0) One quick point of terminology. Launchpad has the idea of "projects" and "products". A "project" is a collection of "products". For example we have the Bazaar project, which includes the "bzr" program, as well as plugins for "bzr". It is a little foreign to me, since I consider what I work on a "project" rather than a "product". But I understand the need for a higher level grouping, and I can't say that I have better names to distinguish them.

Also, each product gets a set of "series". These are generally meant along the lines of "release series". Most projects will have a development series (by default this is called "trunk"), and possibly some release series. Especially large projects, which will have concurrent development (think of Firefox, which has a 2.0 series, and an 1.5 series, since you get 1.5.1 and 2.0.1).

1) Go to Launchpad itself: https://launchpad.net

2) Go to the products page https://launchpad.net/products
The link on the main page is "register your product".

3) If this is an existing project, you probably want to search and make sure it isn't already registered in Launchpad. In my case, these are always new projects, so I don't worry about it.

4) Follow the "Register a Product" link on the upper left (https://launchpad.net/products/+new).

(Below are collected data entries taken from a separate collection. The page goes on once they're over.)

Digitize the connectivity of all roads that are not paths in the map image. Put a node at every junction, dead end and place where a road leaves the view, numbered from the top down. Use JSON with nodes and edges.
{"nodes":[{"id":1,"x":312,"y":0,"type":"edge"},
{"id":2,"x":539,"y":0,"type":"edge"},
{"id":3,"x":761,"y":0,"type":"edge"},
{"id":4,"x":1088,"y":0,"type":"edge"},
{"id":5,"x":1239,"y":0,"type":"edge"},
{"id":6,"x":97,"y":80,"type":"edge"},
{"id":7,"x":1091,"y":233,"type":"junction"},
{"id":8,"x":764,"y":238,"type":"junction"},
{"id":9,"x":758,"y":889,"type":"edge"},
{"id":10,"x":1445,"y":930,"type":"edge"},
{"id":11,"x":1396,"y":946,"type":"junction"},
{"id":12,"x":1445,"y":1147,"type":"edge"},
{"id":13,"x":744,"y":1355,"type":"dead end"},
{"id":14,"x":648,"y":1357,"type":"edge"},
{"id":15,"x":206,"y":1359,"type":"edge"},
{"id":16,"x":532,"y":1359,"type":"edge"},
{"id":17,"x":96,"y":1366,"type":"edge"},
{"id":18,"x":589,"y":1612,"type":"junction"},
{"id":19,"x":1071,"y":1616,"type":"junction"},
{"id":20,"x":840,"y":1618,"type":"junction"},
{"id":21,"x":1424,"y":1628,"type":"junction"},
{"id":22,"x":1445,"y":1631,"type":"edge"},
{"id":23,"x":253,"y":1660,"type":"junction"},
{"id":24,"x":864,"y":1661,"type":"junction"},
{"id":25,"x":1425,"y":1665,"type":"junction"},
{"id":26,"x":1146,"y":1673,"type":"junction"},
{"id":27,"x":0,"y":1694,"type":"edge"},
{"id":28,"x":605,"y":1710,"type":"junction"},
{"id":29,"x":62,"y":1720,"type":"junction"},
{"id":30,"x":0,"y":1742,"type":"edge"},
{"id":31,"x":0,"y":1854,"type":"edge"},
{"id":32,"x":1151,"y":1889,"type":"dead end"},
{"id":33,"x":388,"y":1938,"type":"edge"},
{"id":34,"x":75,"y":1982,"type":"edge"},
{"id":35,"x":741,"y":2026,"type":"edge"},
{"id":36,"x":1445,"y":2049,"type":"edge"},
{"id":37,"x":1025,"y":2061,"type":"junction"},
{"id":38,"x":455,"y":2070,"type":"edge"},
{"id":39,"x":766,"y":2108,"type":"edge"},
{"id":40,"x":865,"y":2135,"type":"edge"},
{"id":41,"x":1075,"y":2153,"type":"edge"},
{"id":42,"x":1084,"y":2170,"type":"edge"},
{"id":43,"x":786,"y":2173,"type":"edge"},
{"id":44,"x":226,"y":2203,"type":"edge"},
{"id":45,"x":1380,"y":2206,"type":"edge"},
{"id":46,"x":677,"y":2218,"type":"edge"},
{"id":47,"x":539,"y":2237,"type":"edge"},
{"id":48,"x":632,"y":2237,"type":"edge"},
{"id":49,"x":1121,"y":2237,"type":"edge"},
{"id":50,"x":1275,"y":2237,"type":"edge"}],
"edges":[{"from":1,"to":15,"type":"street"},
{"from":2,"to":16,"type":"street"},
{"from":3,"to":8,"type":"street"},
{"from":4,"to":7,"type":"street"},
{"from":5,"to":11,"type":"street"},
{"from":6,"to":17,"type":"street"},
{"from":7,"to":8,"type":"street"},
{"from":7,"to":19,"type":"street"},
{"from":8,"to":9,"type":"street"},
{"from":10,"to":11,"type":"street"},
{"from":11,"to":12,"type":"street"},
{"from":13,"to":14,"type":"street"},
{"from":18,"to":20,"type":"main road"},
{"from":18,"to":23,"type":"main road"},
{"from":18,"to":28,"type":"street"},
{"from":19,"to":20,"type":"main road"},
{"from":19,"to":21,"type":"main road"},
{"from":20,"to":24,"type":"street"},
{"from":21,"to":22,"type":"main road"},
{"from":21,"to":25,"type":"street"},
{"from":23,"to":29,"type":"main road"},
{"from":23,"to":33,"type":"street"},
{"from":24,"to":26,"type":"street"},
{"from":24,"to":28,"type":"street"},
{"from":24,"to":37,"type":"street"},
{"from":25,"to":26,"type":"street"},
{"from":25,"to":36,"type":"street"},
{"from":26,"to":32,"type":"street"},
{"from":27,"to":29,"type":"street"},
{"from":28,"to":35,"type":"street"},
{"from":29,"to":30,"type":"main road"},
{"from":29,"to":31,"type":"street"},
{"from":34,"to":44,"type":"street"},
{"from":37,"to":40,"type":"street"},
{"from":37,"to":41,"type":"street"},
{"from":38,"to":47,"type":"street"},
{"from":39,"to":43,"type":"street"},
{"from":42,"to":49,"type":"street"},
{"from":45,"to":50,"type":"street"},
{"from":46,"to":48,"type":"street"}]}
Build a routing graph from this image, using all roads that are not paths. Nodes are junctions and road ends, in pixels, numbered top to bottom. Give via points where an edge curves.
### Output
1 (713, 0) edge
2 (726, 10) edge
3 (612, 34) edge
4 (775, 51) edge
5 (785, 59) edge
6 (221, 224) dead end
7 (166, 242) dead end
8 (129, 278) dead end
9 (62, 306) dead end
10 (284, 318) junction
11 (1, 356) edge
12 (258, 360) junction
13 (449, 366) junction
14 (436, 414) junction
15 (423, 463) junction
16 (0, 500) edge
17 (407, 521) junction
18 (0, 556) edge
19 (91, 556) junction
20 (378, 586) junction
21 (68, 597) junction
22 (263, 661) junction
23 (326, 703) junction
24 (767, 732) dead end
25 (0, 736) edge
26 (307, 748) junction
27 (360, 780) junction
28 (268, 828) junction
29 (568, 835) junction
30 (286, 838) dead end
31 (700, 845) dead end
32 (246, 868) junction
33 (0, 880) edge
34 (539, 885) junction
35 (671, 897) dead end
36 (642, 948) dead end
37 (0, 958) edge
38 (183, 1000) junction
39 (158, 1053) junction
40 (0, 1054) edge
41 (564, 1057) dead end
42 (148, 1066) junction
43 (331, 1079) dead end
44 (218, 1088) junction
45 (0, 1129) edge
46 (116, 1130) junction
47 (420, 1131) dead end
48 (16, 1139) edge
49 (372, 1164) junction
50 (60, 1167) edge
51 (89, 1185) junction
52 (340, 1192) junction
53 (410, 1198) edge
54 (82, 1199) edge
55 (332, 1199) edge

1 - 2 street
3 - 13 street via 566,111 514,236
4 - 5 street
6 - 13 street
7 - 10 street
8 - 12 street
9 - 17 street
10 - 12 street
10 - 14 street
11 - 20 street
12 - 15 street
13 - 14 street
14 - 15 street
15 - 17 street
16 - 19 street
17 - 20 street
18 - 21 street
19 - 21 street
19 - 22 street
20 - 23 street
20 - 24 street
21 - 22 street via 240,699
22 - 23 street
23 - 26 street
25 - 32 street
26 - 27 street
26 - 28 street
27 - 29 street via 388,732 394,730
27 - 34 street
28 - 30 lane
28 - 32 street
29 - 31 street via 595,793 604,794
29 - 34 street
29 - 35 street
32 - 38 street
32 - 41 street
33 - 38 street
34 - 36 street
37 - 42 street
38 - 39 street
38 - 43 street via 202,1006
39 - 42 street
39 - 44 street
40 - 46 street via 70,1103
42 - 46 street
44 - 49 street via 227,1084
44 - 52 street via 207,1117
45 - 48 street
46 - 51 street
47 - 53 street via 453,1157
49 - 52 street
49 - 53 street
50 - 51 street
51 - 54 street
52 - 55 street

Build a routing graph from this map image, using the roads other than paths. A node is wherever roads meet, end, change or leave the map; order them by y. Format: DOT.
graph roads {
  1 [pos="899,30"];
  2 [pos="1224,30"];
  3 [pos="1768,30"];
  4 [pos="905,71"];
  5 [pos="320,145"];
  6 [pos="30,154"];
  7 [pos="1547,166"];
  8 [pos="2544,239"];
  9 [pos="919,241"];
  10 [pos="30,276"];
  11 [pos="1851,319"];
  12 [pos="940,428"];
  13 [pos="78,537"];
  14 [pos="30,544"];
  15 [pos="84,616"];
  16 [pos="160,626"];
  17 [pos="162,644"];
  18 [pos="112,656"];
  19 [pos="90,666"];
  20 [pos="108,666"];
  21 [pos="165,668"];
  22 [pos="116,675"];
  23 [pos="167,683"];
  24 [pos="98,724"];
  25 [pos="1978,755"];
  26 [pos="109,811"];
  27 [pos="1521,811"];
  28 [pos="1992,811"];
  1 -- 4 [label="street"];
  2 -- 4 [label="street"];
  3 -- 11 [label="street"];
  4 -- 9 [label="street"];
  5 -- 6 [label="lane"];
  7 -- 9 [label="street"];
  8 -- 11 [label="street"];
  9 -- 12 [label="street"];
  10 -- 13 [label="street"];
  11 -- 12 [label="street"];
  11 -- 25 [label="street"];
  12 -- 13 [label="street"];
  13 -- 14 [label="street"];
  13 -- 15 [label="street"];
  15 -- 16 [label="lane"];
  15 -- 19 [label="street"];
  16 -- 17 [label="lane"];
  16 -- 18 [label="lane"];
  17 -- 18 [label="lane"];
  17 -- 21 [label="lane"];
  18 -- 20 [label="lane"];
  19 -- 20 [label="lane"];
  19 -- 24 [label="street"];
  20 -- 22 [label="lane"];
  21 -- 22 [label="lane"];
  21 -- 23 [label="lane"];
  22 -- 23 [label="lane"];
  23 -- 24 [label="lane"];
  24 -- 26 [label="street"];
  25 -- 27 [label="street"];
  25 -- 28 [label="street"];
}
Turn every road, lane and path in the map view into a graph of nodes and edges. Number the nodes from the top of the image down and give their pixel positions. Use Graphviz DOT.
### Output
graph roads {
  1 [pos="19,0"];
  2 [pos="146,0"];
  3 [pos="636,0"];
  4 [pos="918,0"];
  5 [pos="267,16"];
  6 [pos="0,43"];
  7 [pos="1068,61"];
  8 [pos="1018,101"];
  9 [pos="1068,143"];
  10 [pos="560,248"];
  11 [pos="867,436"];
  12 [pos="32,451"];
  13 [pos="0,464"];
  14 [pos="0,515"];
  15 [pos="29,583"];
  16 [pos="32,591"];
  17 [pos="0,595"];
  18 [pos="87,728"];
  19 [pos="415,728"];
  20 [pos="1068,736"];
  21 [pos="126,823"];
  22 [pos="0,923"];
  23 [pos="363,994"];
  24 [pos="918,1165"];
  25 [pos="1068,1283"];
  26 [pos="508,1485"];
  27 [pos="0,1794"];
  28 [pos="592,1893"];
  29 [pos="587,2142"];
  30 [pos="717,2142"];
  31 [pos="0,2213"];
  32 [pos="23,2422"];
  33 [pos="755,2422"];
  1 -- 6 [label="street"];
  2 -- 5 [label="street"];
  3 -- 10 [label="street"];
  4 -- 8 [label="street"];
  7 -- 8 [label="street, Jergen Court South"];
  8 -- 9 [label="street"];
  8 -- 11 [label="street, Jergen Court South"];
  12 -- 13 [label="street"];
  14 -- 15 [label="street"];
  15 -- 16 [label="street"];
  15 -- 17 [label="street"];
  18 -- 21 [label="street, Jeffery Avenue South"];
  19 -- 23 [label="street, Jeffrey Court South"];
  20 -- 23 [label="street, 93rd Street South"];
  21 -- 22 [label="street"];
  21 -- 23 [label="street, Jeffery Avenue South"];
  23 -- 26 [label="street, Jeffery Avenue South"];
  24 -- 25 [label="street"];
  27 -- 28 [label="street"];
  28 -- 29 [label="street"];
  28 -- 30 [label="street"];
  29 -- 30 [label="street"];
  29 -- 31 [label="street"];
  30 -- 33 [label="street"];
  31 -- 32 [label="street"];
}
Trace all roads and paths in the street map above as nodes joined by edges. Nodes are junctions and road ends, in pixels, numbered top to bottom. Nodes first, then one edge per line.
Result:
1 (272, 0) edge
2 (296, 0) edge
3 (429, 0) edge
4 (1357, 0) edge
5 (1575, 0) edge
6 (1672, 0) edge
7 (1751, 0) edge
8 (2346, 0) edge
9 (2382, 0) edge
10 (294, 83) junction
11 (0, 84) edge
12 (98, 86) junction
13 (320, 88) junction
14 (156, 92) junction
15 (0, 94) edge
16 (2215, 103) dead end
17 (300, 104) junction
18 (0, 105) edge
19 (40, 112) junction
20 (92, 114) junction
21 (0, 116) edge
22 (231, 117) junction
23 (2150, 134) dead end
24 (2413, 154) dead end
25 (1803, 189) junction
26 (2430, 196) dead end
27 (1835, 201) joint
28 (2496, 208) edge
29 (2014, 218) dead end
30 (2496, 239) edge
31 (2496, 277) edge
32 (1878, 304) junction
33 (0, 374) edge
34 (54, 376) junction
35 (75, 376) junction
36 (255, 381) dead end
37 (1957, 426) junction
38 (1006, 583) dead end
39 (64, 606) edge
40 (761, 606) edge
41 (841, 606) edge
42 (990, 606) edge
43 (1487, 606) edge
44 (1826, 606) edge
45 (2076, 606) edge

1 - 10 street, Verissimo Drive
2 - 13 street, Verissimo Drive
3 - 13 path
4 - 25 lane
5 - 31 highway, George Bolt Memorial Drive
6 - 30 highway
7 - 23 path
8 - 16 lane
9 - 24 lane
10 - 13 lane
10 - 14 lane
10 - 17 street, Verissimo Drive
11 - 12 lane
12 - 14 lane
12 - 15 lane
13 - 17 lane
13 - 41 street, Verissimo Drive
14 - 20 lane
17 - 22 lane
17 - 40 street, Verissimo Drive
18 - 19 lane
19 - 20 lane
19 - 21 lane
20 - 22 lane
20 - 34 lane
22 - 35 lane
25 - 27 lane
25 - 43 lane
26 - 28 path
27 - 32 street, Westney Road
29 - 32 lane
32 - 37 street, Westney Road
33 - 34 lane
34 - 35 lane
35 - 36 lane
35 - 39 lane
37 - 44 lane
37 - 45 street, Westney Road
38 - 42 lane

5) Fill out the basic information for the product. In my case, most of my products fall under the "bazaar" project banner. When creating a new plugin for "bzr", the general convention is to call it "bzr-plugin-name". It certainly isn't required, it is just a convention that I've tried to follow.

6) Change the product to use Malone (Launchpad's bug tracker) as the official bug tracker. This is the link "Define Launchpad Usage" on the left. (https://launchpad.net/PRODUCT/+launchpad). You may also enable Rosetta translations at this time.

7) Change the Maintainer of the product to a shared group. I usually want other people to be able to update the details of the product, update the bug tracker, etc. So I set the project as "owned" by the "bzr" group. That is done by following the "Change Maintainer" link (https://launchpad.net/PRODUCT/+reassign).

8) Now you want to create a Bazaar branch for the mainline of the project. You can do this through the "Register Branch" links. I personally tend to host my branches on Launchpad itself (hosting is free, and it is bandwidth I don't need to pay for). So I do a simple:

cd $local_branch
bzr push sftp://user@bazaar.launchpad.net/~bzr/PRODUCT/trunk

A bit of explanation, username must be your launchpad user name, and "~bzr" can be either your username, or the name of the group in step 7. As I mentioned, I prefer the mainline to be a shared branch, so other people can update the mainline if I'm too busy, or cannot be contacted for some reason.

9) Now update the "trunk" series to point to this new branch. There should be a link on the main page (https://launchpad.net/PRODUCT) to the "trunk" series. Or you can link more directly to it at (https://launchpad.net/PRODUCT/trunk).
You want to "Change Series Details" for this series (https://launchpad.net/PRODUCT/trunk/+edit).

10) At this point, you can change the name of the series (maybe you prefer "mainline" over "trunk"). You also can change the description. I usually leave them alone. What I do change is the "Branch". I generally follow the "Choose" link, which lets me search through all branches registered for this product. (Note, pushing to sftp://bazaar.launchpad.net/~USER/PRODUCT/BRANCH-NAME, will automatically register the branch)

11) And you're done. It took a little while, but now you have a fully functioning bug tracker and branch tracker. You are also able to tell people to get your product with:
 bzr branch lp:PRODUCT PRODUCT 

And they will get the latest development version.


By registering your branches, you now have the ability to link them with bugs, so that users who find a bug, can see that there is already a fix, even if it hasn't been included in mainline yet.

(Edited to fix "Product" versus "Project")

2 comments:

bialix said...

Thank you for detailed guide.

One note: probably in section 8 and 9 you actualy talk about products, not projects, is not?
s/PROJECT/PRODUCT/g ?

jam said...

You're right.

In Launchpad a "project" is a collection of "products". I'll fix it. So there is a "Bazaar" project which includes all of the plugins, etc, and the "bzr" product.

I'm not a big fan of calling them "products", but I don't know a better term.